There are some people around who know much more about this subject than I do, but since none of them has responded so far, let me make a few remarks. By an old theorem of Narasimhan and Seshadri (1965), moduli of flat unitary bundles with irreducible holonomy and of holomorphic stable bundles on a Riemann surface $\Sigma$ are isomorphic. The former space is basically the representation variety you've described and has a canonical symplectic structure; the latter space is a Mumford GIT quotient, so it's an algebraic variety. There is a big machine which implies such a relation between the Kahler/symplectic reduction and a GIT quotient for finite-dimensional group actions, except that the group in this situation is the gauge group, so some care needs to be taken.
Irreducibility of the representation $\rho$ assures that the holonomy of the corresponding connection has trivial centralizer (scalar matrices) and that the corresponding point $[\rho]$ in the moduli space is regular (non-singular and non-orbifold). Without it, you have to be careful about defining the quotient.
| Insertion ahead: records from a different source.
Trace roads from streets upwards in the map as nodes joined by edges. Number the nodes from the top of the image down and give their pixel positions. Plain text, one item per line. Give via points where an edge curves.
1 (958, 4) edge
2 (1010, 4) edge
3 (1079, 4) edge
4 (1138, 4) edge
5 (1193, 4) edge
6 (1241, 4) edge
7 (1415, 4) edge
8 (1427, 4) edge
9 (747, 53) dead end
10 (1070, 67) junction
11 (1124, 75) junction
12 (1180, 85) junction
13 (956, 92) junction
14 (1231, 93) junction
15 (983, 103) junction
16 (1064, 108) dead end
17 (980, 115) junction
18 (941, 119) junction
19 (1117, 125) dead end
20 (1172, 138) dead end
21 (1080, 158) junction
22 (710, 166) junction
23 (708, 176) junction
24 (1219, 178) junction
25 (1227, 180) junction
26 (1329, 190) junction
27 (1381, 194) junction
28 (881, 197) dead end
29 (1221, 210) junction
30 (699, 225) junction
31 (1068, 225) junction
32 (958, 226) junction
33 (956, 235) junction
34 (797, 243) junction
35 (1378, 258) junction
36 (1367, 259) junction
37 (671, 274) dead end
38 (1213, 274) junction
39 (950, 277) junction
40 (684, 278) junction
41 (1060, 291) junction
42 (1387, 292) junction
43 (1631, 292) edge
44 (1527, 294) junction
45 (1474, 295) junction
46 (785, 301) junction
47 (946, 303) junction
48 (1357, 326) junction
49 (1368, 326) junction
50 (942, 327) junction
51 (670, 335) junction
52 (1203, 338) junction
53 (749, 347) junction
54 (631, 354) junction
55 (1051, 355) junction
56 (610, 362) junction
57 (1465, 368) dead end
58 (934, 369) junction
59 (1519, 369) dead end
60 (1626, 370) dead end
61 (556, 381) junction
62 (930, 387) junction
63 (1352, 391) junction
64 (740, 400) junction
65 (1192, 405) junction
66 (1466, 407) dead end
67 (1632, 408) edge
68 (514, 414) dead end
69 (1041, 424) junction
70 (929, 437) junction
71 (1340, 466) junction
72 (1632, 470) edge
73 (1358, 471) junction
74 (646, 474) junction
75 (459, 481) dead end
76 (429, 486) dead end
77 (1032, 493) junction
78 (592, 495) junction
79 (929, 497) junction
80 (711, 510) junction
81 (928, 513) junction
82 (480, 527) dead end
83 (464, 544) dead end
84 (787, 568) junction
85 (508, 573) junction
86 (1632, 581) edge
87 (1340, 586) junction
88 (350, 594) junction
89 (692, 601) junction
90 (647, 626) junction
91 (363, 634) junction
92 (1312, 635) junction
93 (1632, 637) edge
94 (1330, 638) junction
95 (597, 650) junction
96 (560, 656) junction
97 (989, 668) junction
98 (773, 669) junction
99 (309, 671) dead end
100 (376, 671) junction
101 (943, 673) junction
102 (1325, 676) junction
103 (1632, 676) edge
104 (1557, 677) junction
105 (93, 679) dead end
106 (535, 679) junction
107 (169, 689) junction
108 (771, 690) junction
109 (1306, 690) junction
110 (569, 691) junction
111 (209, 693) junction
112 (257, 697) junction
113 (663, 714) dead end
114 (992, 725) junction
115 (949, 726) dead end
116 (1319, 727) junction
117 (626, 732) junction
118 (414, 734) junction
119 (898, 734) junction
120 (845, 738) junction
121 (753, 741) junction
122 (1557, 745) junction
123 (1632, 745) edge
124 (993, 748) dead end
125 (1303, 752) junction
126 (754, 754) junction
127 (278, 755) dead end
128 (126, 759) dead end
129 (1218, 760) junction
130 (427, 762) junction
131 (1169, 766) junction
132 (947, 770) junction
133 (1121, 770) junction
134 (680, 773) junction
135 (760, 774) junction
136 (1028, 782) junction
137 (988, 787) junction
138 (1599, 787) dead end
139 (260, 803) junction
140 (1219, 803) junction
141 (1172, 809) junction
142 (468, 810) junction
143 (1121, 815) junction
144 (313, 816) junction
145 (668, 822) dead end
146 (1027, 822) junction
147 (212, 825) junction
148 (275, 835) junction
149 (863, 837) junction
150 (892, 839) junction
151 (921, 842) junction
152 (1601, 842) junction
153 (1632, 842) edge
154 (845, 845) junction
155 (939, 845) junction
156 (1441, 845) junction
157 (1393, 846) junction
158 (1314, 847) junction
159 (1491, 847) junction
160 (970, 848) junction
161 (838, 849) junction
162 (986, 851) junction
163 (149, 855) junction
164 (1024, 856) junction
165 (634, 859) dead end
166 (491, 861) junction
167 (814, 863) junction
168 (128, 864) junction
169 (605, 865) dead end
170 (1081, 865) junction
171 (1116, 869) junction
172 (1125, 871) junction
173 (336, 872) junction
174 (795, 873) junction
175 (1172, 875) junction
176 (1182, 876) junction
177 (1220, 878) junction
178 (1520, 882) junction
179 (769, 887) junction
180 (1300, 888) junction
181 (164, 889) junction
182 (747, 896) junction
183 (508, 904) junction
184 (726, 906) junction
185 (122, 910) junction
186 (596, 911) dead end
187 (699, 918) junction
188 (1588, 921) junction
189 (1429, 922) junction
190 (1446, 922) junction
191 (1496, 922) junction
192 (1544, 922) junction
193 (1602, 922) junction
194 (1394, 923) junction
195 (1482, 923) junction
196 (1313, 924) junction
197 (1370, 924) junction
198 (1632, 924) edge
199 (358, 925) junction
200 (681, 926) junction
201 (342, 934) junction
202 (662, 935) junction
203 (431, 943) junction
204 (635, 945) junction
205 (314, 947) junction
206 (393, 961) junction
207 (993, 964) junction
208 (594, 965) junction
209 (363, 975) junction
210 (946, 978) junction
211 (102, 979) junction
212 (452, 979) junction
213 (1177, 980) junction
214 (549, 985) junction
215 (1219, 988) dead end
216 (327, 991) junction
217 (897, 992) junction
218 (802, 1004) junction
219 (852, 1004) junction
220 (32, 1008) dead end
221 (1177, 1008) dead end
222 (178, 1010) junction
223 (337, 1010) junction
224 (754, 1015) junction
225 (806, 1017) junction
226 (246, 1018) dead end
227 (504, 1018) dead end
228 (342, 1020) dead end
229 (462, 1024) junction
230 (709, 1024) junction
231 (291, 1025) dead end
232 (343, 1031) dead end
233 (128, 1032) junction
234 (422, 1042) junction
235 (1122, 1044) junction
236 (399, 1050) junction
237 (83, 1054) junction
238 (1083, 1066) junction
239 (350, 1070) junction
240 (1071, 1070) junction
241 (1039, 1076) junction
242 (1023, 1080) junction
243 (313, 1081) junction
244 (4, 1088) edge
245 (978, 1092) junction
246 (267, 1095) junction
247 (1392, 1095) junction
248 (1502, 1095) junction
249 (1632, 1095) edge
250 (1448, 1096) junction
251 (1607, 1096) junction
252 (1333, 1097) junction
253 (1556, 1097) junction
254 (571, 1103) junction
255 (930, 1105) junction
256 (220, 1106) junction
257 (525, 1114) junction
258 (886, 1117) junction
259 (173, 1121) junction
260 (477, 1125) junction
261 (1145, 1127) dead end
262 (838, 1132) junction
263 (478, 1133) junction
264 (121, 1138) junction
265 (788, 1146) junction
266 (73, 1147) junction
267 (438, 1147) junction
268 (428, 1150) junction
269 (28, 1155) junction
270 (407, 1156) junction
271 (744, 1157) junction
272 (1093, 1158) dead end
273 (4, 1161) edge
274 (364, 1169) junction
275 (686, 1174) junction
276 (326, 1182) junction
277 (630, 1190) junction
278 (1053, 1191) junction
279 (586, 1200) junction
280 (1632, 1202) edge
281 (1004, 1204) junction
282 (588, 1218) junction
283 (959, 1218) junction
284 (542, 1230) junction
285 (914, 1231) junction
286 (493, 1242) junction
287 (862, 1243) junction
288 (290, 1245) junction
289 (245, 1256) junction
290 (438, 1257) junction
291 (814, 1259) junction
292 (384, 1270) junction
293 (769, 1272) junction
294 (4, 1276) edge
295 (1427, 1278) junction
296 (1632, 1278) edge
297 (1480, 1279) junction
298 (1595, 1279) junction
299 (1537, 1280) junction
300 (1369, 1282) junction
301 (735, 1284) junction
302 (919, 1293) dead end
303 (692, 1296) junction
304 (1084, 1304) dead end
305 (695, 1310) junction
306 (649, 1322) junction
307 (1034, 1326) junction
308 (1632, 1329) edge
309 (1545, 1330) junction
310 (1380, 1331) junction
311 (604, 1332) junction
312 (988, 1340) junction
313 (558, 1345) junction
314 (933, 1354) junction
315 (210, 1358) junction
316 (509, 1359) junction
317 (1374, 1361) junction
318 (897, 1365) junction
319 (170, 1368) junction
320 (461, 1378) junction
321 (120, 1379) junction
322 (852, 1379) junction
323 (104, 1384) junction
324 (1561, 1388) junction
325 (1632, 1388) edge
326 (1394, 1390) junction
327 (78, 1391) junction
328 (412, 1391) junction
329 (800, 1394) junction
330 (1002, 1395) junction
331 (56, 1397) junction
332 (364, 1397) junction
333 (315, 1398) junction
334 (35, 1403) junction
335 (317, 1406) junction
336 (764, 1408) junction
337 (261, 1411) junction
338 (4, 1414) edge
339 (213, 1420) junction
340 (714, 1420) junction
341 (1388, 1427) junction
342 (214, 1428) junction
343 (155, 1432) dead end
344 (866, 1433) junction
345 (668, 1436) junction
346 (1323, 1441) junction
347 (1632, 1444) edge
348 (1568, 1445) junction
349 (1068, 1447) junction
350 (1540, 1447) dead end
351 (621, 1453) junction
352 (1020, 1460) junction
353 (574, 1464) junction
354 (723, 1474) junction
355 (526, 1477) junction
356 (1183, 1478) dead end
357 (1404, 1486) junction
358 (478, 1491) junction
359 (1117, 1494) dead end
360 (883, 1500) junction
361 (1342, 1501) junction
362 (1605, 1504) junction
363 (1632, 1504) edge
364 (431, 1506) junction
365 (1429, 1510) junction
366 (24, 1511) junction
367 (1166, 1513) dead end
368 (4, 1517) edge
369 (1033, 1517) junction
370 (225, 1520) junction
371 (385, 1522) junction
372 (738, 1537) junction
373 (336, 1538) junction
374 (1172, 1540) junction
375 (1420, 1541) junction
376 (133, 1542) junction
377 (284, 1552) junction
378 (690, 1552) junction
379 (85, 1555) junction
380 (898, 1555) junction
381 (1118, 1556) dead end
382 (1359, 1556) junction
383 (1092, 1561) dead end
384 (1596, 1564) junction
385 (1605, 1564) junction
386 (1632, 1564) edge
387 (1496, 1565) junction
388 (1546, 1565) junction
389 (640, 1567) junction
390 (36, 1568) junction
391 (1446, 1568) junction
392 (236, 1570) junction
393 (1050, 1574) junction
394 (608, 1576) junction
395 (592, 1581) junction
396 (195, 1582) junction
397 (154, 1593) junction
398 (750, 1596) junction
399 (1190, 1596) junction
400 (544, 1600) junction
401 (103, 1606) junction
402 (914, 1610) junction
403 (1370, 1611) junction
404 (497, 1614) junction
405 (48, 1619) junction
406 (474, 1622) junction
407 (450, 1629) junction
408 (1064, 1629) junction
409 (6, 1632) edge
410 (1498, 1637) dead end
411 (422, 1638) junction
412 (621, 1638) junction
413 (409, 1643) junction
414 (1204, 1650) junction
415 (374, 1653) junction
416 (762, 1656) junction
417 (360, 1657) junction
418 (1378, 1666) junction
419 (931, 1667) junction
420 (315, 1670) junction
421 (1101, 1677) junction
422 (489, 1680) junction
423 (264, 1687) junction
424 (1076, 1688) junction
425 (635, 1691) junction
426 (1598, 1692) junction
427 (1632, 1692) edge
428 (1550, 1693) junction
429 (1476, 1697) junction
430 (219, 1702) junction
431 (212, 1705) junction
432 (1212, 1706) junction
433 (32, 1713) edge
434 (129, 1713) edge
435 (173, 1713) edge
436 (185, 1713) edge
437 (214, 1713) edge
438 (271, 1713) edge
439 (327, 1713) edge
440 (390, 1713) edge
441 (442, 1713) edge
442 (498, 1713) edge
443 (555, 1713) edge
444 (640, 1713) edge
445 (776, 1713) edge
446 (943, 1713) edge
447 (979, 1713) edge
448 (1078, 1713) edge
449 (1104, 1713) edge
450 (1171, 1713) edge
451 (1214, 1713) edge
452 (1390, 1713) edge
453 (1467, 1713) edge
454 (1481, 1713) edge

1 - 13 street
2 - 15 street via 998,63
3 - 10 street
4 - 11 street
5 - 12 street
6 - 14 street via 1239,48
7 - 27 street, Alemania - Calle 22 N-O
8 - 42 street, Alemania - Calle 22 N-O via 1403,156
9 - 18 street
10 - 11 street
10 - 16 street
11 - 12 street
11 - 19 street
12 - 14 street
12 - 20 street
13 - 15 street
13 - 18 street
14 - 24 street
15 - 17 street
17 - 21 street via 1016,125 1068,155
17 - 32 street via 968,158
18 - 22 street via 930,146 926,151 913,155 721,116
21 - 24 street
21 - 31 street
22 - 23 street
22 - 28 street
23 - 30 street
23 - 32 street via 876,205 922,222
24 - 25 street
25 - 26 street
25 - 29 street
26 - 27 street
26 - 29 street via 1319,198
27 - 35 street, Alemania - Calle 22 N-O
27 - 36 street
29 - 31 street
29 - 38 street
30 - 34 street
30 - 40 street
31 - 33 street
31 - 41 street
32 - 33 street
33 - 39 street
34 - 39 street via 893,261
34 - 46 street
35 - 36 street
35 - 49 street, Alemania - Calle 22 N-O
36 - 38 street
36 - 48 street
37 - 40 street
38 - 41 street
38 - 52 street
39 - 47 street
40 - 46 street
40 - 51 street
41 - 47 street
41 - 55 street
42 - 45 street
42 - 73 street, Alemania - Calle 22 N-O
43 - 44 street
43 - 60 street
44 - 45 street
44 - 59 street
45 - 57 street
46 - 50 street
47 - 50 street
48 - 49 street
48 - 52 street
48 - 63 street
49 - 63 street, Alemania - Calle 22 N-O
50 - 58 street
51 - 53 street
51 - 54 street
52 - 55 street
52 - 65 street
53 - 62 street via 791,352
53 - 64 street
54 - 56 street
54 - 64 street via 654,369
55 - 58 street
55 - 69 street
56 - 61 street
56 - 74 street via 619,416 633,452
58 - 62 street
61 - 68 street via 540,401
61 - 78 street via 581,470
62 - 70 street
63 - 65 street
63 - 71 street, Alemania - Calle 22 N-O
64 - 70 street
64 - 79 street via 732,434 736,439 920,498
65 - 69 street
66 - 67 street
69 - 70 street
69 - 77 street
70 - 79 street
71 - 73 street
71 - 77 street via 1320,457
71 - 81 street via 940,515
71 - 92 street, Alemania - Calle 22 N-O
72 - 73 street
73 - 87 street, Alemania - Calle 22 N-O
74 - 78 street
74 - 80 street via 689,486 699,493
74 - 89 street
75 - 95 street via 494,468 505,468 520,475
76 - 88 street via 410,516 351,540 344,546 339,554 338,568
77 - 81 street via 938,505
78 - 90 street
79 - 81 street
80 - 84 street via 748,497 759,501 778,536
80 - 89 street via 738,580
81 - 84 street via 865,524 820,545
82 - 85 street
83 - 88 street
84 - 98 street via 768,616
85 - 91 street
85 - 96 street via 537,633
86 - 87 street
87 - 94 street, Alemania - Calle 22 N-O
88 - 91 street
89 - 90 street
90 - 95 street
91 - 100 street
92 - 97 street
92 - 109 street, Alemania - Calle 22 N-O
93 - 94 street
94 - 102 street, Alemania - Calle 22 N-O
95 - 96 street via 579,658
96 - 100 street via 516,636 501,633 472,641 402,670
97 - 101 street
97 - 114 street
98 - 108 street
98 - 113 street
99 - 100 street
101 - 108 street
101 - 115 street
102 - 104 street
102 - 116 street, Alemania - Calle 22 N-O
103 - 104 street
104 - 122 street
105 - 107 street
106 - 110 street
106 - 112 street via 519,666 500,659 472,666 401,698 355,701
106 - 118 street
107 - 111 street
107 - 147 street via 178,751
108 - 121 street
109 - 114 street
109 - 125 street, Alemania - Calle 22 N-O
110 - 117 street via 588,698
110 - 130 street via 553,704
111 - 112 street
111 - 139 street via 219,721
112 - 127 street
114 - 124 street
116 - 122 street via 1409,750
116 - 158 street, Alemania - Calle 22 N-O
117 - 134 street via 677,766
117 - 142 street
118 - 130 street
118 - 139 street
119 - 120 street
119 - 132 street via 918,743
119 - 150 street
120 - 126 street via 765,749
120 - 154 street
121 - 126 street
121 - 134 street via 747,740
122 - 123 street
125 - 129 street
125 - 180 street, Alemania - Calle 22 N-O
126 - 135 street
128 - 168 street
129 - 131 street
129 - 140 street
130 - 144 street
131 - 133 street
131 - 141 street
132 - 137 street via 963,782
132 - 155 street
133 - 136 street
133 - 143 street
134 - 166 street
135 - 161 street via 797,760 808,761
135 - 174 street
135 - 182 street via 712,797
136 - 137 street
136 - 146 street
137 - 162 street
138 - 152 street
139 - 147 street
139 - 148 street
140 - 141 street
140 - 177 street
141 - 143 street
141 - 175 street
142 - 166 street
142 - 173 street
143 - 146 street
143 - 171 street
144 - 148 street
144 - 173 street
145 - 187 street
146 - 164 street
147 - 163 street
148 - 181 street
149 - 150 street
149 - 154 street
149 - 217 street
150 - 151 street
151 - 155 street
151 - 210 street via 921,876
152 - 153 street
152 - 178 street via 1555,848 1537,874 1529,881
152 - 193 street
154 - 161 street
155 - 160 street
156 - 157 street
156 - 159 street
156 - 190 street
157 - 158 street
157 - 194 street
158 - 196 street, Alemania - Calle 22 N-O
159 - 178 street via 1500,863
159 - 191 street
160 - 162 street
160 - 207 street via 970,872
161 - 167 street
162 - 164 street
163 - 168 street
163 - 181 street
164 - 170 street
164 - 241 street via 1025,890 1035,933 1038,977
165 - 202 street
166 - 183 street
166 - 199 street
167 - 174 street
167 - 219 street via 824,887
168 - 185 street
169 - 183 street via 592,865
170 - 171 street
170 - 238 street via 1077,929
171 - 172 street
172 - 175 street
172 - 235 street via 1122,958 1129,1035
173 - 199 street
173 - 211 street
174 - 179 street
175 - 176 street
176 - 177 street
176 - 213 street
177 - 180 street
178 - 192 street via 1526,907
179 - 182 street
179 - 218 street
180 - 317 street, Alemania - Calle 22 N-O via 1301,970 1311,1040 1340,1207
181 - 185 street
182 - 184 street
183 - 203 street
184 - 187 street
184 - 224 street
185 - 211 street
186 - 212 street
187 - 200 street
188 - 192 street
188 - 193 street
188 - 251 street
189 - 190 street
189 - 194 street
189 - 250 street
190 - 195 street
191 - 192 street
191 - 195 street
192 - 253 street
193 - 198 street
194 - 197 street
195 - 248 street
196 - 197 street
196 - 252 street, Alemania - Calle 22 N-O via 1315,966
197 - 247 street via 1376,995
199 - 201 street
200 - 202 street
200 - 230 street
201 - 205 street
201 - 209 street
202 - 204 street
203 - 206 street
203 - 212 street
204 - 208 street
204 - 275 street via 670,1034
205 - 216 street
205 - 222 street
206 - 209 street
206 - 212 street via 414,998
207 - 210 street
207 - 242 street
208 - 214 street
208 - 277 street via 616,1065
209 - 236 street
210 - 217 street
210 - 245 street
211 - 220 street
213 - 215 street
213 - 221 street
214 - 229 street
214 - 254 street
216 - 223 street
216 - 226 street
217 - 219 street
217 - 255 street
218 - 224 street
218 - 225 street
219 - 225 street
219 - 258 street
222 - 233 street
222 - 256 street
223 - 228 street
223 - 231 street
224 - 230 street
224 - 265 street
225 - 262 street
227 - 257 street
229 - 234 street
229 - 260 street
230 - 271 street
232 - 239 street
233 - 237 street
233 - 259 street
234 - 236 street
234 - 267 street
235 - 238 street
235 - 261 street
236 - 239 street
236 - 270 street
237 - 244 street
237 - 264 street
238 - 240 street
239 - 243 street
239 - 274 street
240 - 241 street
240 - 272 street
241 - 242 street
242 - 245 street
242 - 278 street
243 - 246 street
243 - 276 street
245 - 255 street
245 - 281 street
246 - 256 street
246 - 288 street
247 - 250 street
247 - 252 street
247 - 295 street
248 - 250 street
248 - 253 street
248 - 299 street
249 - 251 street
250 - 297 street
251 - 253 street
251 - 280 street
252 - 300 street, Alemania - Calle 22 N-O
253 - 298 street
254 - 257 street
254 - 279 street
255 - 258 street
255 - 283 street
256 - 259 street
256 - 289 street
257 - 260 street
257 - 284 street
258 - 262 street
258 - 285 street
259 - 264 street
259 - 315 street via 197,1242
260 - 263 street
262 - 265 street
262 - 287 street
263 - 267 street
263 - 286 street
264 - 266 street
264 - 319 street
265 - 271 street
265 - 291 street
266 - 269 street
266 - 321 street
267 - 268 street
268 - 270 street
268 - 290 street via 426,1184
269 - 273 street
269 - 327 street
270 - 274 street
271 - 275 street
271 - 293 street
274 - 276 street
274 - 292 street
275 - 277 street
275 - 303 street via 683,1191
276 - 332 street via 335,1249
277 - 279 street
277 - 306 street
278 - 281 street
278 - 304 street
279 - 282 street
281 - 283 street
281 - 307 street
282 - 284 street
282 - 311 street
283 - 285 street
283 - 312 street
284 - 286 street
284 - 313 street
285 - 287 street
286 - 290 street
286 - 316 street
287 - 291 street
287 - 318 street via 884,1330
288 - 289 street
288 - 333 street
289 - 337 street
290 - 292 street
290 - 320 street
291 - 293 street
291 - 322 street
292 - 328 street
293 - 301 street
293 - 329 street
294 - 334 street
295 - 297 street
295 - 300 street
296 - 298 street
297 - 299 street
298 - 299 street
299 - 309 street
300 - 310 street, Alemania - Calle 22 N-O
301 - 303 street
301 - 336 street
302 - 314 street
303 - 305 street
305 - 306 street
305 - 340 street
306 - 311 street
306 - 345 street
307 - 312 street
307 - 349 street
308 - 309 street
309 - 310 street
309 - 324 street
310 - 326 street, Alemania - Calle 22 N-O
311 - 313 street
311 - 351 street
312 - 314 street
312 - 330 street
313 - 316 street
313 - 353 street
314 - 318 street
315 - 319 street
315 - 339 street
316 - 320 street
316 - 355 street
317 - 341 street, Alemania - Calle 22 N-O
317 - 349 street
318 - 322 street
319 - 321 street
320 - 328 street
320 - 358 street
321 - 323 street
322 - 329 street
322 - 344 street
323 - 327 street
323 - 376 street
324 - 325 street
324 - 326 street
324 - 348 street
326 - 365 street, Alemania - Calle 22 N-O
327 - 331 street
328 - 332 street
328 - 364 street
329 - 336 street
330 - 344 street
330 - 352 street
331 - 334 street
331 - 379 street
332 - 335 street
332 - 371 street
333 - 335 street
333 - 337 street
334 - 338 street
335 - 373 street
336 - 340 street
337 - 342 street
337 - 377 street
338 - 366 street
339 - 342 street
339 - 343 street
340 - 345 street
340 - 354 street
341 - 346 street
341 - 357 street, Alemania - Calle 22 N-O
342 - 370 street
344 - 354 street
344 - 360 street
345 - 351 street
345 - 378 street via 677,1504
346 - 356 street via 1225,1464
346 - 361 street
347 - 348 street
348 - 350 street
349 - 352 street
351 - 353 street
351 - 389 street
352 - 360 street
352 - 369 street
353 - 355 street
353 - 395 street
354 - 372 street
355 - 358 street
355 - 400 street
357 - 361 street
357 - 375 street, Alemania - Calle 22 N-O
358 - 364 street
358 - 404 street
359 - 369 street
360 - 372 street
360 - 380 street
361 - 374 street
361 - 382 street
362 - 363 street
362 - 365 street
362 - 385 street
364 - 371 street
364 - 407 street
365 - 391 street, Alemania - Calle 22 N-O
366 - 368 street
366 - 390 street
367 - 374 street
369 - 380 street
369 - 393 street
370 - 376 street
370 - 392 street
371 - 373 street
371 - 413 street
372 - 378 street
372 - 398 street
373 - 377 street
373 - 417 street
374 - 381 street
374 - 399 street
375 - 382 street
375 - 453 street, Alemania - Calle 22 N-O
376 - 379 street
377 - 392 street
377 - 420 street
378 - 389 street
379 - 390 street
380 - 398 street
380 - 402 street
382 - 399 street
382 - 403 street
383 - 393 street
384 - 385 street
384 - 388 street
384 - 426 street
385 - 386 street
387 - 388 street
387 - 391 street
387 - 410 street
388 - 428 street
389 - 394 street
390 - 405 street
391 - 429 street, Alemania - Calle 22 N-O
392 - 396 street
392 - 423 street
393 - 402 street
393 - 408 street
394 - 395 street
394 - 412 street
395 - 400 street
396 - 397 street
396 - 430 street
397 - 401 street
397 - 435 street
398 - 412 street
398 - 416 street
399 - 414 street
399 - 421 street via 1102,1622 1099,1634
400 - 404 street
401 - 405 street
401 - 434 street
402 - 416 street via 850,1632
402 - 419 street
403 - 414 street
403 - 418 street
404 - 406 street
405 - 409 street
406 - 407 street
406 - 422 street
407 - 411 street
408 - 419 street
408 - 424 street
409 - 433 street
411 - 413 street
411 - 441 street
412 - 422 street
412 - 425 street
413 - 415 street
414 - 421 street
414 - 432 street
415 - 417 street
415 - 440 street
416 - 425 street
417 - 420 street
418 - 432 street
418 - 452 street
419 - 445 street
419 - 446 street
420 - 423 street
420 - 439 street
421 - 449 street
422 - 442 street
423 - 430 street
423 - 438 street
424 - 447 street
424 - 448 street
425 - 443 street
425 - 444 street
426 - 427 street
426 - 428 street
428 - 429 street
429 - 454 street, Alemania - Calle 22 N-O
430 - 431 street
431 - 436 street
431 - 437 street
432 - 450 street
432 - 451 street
The first cohomology group
$$\text{H}^1(\Sigma, \operatorname{End}\rho)=\text{H}^1(\pi, \operatorname{End}\rho)$$ classifies $G$-conjugacy classes of infinitesimal deformations of $\rho:\pi\to G$ by abstract Kodaira-Spencer theory, so the answer to Q1 is affirmative: if the point $[\rho]$ is smooth, the dimension of the moduli space at $[\rho]$ is the dimension of the first cohomology. This statement generalizes to arbitrary finitely generated discrete groups $\Gamma$. You can let $\Sigma=\text{K}(\pi,1)$ and consider topological cohomology of $\Sigma$ instead of group cohomology of $\pi$. The case studied by Weil is when $\Sigma$ is a hyperbolic $n$-manifold, so that the moduli space no longer has complex or algebraic structure for $n\geq 3.$ One difficulty in addressing Q2 is that if $\rho$ is reducible, you get an orbifold point, so it doesn't quite make sense to speak about triangulations. Another difficulty is that if the cohomological dimension of $\pi$ is greater than 2 (i.e. $\dim \Sigma\geq 3$), it becomes harder to keep track of the dimensions of higher cohomology groups by means of the Euler characteristic. Representation varieties of 3-manifold groups have been extensively studied (e.g. look at papers of Shalen).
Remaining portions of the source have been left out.